We argued at the front door. She told me to leave. So I left.”

  “What time was that?”

  Steve looked up to the ceiling as he calculated. “After midnight? No, one o’clock. A bit after. I wasn’t there long. I walked down to Monterey, caught the bus.”

  The time jived with what Deena had told her. And the fact that he was on foot, alone.

  “Which bus?”

  “Twenty-three. It was the Owl Service.”

  “You talk to anybody on the bus?”

  Shook his head no.

  “Remember the driver?”

  Shook his head again.

  “Where’d you get off?”

  “Glen Park BART.” Bay Area Rapid Transit was a new light rail system in SF and beyond.

  “You took BART home from Glen Park?” she asked.

  “BART was closed.”

  “What did you do? Take a bus over to the Mission? Call a cab?”

  “Fuck, Coll,” Steve said through his teeth. “I didn’t kill her. Are you going to bloody believe me or not?”

  “Just answer the question, Steve.”

  “I decided to stop at the bar—The Glen Park Station. My mind was full of shit, yeah? I had a couple of quick belts. Left, walked home. I walked home, yeah? I needed to unwind.”

  It was a decent walk, a couple of miles. “Talk to anybody in the bar?”

  “The barman was some old codger with a comb-over.”

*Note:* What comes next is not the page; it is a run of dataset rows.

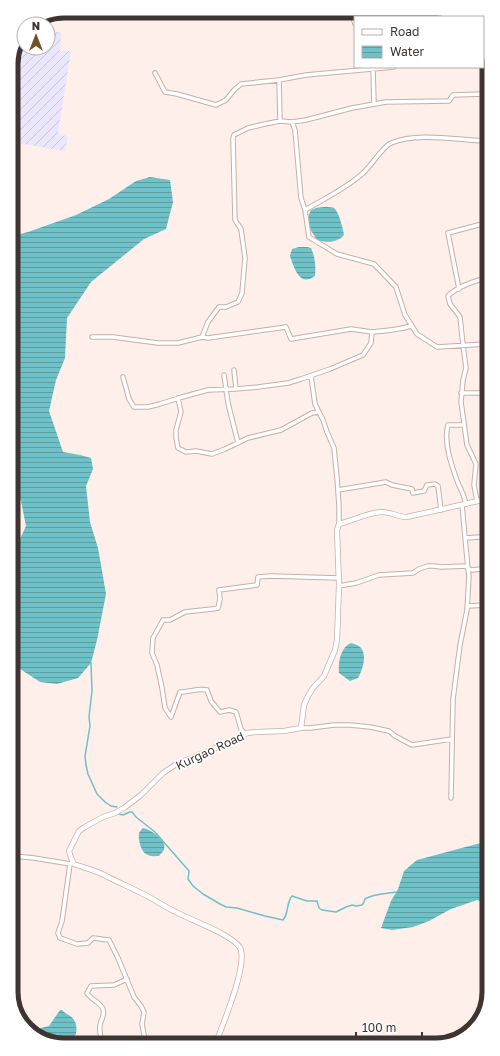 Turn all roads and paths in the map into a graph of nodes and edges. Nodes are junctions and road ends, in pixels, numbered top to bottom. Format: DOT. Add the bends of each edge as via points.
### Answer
graph roads {
  1 [pos="373,68"];
  2 [pos="155,73"];
  3 [pos="279,80"];
  4 [pos="482,94"];
  5 [pos="374,104"];
  6 [pos="280,121"];
  7 [pos="292,122"];
  8 [pos="482,140"];
  9 [pos="305,210"];
  10 [pos="482,224"];
  11 [pos="482,279"];
  12 [pos="459,289"];
  13 [pos="411,326"];
  14 [pos="372,332"];
  15 [pos="92,337"];
  16 [pos="202,337"];
  17 [pos="482,344"];
  18 [pos="462,345"];
  19 [pos="234,370"];
  20 [pos="224,375"];
  21 [pos="311,376"];
  22 [pos="123,377"];
  23 [pos="236,389"];
  24 [pos="226,390"];
  25 [pos="461,393"];
  26 [pos="482,393"];
  27 [pos="178,398"];
  28 [pos="319,412"];
  29 [pos="464,425"];
  30 [pos="238,443"];
  31 [pos="338,490"];
  32 [pos="482,500"];
  33 [pos="477,501"];
  34 [pos="464,504"];
  35 [pos="441,510"];
  36 [pos="339,524"];
  37 [pos="482,536"];
  38 [pos="466,538"];
  39 [pos="468,569"];
  40 [pos="482,569"];
  41 [pos="339,578"];
  42 [pos="339,586"];
  43 [pos="482,605"];
  44 [pos="468,606"];
  45 [pos="301,728"];
  46 [pos="245,734"];
  47 [pos="452,738"];
  48 [pos="451,798"];
  49 [pos="18,856"];
  50 [pos="72,864"];
  51 [pos="127,979"];
  52 [pos="101,1038"];
  53 [pos="145,1038"];
  54 [pos="218,1038"];
  1 -- 3 [label="street"];
  1 -- 5 [label="street"];
  2 -- 3 [label="street" via="165,92 216,105 226,100 240,84"];
  3 -- 6 [label="street"];
  4 -- 5 [label="street" via="453,95 449,101"];
  5 -- 7 [label="street"];
  6 -- 7 [label="street"];
  6 -- 16 [label="street" via="248,128 234,135 236,220 241,229 244,258 242,293 238,302 219,307 208,322"];
  7 -- 9 [label="street" via="295,130 301,198"];
  8 -- 9 [label="street" via="429,137 390,144 363,174"];
  9 -- 13 [label="street" via="309,237 337,254 374,264 396,287 404,315"];
  10 -- 12 [label="street" via="448,233"];
  11 -- 12 [label="street"];
  12 -- 18 [label="street" via="448,296 450,304 460,317"];
  13 -- 14 [label="street"];
  13 -- 18 [label="street" via="417,334 437,346"];
  14 -- 16 [label="street" via="351,329 291,339 286,327"];
  14 -- 21 [label="street" via="371,343 363,355"];
  15 -- 16 [label="street" via="158,343 178,343"];
  17 -- 18 [label="street"];
  18 -- 25 [label="street" via="466,368"];
  19 -- 23 [label="street"];
  20 -- 24 [label="street"];
  21 -- 23 [label="street" via="288,383"];
  21 -- 28 [label="street" via="315,404"];
  22 -- 27 [label="street" via="134,407 160,404"];
  23 -- 24 [label="street"];
  24 -- 27 [label="street" via="208,390"];
  24 -- 30 [label="street"];
  25 -- 26 [label="street"];
  25 -- 29 [label="street"];
  27 -- 30 [label="street" via="181,412 176,430 178,448 186,452 212,454"];
  28 -- 30 [label="street" via="312,413 280,430"];
  28 -- 31 [label="street" via="334,448"];
  29 -- 33 [label="street" via="467,445 476,464 474,485"];
  29 -- 34 [label="street" via="448,425 446,436"];
  31 -- 35 [label="street" via="386,482 412,489 413,493 424,490 427,485 435,484 438,486"];
  31 -- 36 [label="street"];
  32 -- 33 [label="street"];
  33 -- 34 [label="street"];
  34 -- 35 [label="street"];
  34 -- 38 [label="street"];
  35 -- 36 [label="street" via="407,517 380,512"];
  36 -- 41 [label="street"];
  37 -- 38 [label="street"];
  38 -- 39 [label="street"];
  39 -- 40 [label="street"];
  39 -- 42 [label="street" via="466,566 428,566 413,573 379,575"];
  39 -- 44 [label="street"];
  41 -- 42 [label="street"];
  41 -- 46 [label="street" via="258,577 257,585 219,590 218,608 185,612 170,620 163,620 153,638 152,653 165,708 171,717 180,692 202,688 207,690 211,701 220,712 236,712 240,729"];
  42 -- 45 [label="street" via="335,650 324,676 308,696"];
  43 -- 44 [label="street"];
  44 -- 47 [label="street" via="453,699"];
  45 -- 46 [label="street, Kurgao Road"];
  45 -- 47 [label="street" via="334,725 370,727 389,731 412,745"];
  46 -- 50 [label="street, Kurgao Road" via="175,766 163,773 124,808 84,827 69,851"];
  47 -- 48 [label="street"];
  49 -- 50 [label="street"];
  50 -- 51 [label="street" via="58,933 60,938 77,944 88,943 92,938 109,940"];
  50 -- 54 [label="street" via="108,876 207,926 239,946 241,956 237,984"];
  51 -- 52 [label="street" via="114,985 91,986 87,993 104,1011 100,1023"];
  51 -- 53 [label="street" via="144,1012 142,1024"];
}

  “Think he’d remember you?”

  “I don’t bloody know.”

  Colleen took a deep breath through her nostrils, sifting it all out.

  “Okay,” she said.

  “That’s it, Coll? Okay?”

  “It means I’m working things out, Steve.”

  “Great,” he said. “While you’re working things out, someone’s got Melanie. Really got Melanie this time. And I’m sitting in here, unable to do a fucking thing about it.”

  “Has Octavien been hounding you for the loan?”

  “Yeah.”

  “Don’t call him. It’s better if he doesn’t know where you are. You don’t want anybody who works for Octavien finding you in here, either.”

  “That doesn’t help Mel. I need to get out of here. I need a lawyer.”

  She wasn’t supposed to bring the lawyer subject up. But Steve had. So she could play along. “I won’t argue with you there, bud.” She gave him wide eyes. Let him know the subject was open. Keep going, Steve.